# [What you have to do]
The lines below starting at the line containing "ring dip: (1097, 745)" and ending at the line containing "ring tip: (897, 730)" are to be repeated exactly, with both ends kept and nothing else added.

_____

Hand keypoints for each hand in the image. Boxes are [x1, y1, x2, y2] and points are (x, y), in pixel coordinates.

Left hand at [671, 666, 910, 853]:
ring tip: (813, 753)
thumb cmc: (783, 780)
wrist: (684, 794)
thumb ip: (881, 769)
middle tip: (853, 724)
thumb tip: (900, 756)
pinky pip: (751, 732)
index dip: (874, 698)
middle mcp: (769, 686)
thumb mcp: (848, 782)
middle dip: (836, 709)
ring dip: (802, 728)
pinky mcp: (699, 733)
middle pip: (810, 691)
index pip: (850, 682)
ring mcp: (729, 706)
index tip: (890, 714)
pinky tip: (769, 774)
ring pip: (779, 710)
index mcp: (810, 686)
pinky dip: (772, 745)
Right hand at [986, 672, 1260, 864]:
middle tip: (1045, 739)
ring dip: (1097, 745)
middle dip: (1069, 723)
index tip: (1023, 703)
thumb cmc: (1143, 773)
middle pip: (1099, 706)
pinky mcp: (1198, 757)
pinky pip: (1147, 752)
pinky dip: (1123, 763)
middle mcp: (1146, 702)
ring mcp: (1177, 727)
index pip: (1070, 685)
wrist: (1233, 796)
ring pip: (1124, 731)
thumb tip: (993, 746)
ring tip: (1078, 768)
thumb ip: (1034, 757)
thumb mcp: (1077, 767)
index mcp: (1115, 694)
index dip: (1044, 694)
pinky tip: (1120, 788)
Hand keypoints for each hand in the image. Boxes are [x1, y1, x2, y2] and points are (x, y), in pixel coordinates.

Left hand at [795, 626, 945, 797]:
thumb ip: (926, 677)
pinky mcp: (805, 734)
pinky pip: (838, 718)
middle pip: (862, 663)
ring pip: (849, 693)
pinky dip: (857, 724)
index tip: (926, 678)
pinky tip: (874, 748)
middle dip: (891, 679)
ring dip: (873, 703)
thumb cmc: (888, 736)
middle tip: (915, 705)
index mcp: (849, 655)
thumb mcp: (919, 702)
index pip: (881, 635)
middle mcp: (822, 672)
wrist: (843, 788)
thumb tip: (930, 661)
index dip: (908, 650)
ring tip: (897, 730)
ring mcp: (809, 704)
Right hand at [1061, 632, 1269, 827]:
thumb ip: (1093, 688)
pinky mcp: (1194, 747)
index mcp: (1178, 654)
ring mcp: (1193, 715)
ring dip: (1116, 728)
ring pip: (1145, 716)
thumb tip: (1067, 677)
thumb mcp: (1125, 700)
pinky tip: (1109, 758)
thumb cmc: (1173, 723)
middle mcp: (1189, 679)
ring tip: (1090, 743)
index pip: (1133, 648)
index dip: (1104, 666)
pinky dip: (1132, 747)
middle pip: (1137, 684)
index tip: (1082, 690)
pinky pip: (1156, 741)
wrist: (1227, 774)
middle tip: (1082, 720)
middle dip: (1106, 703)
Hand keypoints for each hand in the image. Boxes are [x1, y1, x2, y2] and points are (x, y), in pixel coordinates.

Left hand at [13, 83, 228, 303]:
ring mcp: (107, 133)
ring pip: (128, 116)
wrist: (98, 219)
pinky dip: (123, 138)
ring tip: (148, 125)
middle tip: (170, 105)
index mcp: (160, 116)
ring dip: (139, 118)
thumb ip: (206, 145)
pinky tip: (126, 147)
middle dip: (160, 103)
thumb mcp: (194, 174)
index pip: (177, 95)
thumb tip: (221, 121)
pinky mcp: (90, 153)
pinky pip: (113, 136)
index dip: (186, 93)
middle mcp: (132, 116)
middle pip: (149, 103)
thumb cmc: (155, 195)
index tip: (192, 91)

_____

# [Answer to this problem]
ring dip: (1097, 745)
middle dip: (1069, 723)
index tip: (1023, 703)
thumb cmc: (1143, 773)
middle pip: (1099, 706)
pinky mcp: (1198, 757)
pinky pip: (1147, 752)
pinky dip: (1123, 763)
middle mcp: (1146, 702)
ring mcp: (1177, 727)
index pip: (1070, 685)
wrist: (1233, 796)
ring pip: (1124, 731)
thumb tip: (993, 746)
ring tip: (1078, 768)
thumb ip: (1034, 757)
thumb mcp: (1077, 767)
index mcp: (1115, 694)
index dip: (1044, 694)
pinky tip: (1120, 788)
Hand keypoints for each hand in the image. Boxes are [x1, y1, x2, y2] and points are (x, y), in pixel coordinates.

Left hand at [795, 626, 945, 797]:
thumb ip: (926, 677)
pinky mcp: (805, 734)
pinky pip: (838, 718)
middle pip: (862, 663)
ring pip: (849, 693)
pinky dip: (857, 724)
index tip: (926, 678)
pinky tip: (874, 748)
middle dip: (891, 679)
ring dip: (873, 703)
thumb cmc: (888, 736)
middle tip: (915, 705)
index mcp: (849, 655)
thumb mcp: (919, 702)
index pip: (881, 635)
middle mcp: (822, 672)
wrist: (843, 788)
thumb tip: (930, 661)
index dip: (908, 650)
ring tip: (897, 730)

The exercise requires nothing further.